Um certo professor de Runas Antigas em Hogwarts Han Yousi 2778 palavras 2026-01-30 12:33:39

"O preconceito do coração humano é como uma montanha intransponível, Harry."

...

Quando Harry saiu cambaleando do gabinete de Runas Antigas, ainda ouvia ecoar em sua mente as palavras do Professor Haip dirigidas a ele.

Duas horas antes, ele tentara dissuadir o professor de suas ideias “assustadoras”, mas agora, duas horas depois, já segurava um pergaminho mágico, pensando em como traduzir a língua das cobras, esse idioma tão sinistro.

Chegou a acreditar que estava beneficiando todo o mundo bruxo.

"Harry, eu concordo com o Professor Haip: o dom de uma pessoa não importa tanto quanto as escolhas que ela faz sobre quem deseja ser!" disse Rony, que testemunhara toda a conversa, citando uma das frases do professor.

"E além disso — o presente do professor também é bem generoso", acrescentou Rony, lançando um olhar invejoso para o boneco mágico nas mãos de Harry, um autômato mágico de cabelos azul-gelo.

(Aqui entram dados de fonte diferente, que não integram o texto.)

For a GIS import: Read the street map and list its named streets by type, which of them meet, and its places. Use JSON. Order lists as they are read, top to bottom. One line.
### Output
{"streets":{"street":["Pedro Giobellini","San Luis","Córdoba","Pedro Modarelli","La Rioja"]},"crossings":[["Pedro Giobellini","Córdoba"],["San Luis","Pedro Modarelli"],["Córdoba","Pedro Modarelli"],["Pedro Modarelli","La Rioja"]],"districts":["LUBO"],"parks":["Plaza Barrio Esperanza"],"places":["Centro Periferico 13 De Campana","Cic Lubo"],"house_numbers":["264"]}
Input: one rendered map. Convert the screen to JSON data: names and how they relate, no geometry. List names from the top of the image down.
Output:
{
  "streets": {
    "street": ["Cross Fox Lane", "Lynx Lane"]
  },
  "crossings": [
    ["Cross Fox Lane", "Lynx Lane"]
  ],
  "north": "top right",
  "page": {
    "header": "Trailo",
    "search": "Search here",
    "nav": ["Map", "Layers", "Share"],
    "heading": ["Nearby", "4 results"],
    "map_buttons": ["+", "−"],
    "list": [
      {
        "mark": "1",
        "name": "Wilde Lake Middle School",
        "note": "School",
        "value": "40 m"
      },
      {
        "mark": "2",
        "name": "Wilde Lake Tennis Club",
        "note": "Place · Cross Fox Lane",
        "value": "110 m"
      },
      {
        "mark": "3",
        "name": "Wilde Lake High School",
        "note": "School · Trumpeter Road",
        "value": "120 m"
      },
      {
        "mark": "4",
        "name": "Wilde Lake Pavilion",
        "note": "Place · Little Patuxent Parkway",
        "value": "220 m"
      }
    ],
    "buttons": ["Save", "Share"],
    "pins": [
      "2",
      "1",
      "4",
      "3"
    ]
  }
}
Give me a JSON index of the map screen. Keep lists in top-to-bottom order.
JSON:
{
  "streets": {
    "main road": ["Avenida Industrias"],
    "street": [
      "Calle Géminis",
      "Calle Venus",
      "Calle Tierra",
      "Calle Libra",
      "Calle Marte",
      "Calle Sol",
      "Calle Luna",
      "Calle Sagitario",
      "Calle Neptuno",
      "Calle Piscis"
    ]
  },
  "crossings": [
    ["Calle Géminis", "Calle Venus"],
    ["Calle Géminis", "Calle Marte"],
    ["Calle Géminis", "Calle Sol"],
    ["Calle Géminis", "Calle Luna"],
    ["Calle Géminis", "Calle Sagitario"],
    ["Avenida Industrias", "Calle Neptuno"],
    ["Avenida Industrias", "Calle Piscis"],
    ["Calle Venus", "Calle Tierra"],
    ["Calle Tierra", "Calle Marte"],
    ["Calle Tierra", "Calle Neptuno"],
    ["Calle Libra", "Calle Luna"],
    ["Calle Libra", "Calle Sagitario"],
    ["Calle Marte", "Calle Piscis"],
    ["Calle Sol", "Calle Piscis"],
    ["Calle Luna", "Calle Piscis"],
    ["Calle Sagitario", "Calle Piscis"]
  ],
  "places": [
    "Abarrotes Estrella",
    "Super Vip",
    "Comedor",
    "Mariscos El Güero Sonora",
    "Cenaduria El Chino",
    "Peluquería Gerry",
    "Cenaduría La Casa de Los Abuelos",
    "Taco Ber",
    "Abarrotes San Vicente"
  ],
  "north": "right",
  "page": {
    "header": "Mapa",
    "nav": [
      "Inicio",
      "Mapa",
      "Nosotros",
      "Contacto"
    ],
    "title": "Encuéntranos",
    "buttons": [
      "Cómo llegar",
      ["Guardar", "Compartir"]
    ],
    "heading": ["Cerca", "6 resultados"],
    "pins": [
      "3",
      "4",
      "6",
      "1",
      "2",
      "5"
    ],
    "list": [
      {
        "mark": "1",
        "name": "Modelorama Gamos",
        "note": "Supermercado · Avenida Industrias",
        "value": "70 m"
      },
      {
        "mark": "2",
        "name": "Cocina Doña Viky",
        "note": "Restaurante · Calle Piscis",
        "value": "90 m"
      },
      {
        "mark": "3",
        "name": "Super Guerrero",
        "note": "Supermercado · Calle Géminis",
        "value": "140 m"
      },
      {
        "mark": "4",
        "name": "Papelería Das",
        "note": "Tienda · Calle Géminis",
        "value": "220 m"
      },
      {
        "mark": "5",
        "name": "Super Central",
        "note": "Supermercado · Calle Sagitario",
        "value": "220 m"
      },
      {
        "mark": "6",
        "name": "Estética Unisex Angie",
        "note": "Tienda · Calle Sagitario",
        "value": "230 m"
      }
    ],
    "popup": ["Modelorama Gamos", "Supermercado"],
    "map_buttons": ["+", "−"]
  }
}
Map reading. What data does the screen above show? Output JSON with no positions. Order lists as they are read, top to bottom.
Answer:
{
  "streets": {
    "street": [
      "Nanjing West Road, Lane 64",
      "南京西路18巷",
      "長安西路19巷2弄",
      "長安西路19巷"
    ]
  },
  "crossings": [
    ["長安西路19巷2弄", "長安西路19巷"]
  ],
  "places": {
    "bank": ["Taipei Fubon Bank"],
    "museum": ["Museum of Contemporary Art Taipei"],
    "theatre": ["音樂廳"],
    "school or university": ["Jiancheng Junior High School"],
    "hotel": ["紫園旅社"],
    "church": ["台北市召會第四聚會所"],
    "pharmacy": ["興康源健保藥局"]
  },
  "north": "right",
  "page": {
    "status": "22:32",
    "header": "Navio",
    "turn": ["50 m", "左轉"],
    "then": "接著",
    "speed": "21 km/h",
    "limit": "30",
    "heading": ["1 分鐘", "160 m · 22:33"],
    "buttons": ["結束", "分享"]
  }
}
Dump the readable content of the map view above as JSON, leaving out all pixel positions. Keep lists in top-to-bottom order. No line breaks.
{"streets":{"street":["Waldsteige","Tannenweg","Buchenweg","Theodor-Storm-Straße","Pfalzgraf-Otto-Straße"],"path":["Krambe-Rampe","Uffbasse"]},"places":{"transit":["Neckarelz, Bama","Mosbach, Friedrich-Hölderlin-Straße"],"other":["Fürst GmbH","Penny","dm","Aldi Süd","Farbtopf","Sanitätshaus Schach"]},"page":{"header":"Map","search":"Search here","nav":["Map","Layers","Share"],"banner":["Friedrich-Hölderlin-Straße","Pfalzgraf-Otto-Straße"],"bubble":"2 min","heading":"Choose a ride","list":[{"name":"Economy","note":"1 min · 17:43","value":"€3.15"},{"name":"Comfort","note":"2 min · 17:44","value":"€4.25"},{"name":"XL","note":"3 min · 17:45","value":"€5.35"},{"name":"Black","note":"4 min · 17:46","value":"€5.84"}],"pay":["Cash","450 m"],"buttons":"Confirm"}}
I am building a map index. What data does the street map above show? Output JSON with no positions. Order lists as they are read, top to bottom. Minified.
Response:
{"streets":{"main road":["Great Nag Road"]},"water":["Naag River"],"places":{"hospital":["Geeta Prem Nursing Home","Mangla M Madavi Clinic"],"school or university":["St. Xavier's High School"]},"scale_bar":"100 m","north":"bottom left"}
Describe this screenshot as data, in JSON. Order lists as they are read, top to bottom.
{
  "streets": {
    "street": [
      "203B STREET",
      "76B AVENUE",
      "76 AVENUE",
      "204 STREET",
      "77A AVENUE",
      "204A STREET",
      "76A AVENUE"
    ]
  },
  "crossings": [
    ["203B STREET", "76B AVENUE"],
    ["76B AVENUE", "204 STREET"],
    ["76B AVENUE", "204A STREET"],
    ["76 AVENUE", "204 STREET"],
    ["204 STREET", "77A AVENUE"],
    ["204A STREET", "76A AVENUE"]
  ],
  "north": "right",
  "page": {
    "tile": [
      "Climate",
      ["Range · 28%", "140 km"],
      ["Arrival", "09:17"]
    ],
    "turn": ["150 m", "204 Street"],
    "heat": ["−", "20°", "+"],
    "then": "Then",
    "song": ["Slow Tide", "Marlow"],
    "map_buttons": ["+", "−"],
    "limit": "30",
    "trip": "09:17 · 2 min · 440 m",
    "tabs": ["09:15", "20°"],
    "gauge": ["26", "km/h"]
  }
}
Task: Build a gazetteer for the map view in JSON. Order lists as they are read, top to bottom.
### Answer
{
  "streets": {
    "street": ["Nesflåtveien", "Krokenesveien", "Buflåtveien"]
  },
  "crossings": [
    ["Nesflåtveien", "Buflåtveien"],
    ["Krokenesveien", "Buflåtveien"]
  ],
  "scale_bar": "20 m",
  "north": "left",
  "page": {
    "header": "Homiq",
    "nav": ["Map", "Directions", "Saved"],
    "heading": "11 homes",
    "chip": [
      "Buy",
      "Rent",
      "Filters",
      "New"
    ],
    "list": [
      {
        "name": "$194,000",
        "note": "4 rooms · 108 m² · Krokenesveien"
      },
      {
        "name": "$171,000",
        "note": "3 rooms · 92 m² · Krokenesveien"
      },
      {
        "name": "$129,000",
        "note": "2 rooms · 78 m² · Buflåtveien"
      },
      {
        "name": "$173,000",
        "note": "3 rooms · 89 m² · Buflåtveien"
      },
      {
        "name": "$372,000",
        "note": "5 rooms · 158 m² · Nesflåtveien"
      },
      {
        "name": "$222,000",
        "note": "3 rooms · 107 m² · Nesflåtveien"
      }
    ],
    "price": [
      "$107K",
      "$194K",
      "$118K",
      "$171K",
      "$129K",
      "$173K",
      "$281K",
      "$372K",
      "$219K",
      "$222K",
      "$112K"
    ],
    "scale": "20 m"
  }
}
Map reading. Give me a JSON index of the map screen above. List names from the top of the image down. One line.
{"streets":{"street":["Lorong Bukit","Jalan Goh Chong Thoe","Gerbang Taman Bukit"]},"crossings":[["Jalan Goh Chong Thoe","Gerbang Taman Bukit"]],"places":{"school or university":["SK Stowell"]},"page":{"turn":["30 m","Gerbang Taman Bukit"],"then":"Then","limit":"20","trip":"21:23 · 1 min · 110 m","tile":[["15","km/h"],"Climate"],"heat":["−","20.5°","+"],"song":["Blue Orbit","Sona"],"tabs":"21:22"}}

Esse era também o preço pago pelo Professor Haip na negociação — um dos bonecos mágicos mais sofisticados de sua coleção pessoal. Segundo ele, tal boneco poderia "vencer facilmente um bruxo recém-formado no sétimo ano".

Harry então recordou o que ocorrera duas horas antes...

"Harry, temos o hábito de rotular as pessoas e aquilo que desconhecemos, mas basta um pouco de compreensão para perceber que isso é extremamente superficial. Veja Armando Dippet, por exemplo. Fez muito pela escola enquanto foi diretor, mas o que as pessoas lembram são boatos ridículos, distorcidos por quem tem más intenções..."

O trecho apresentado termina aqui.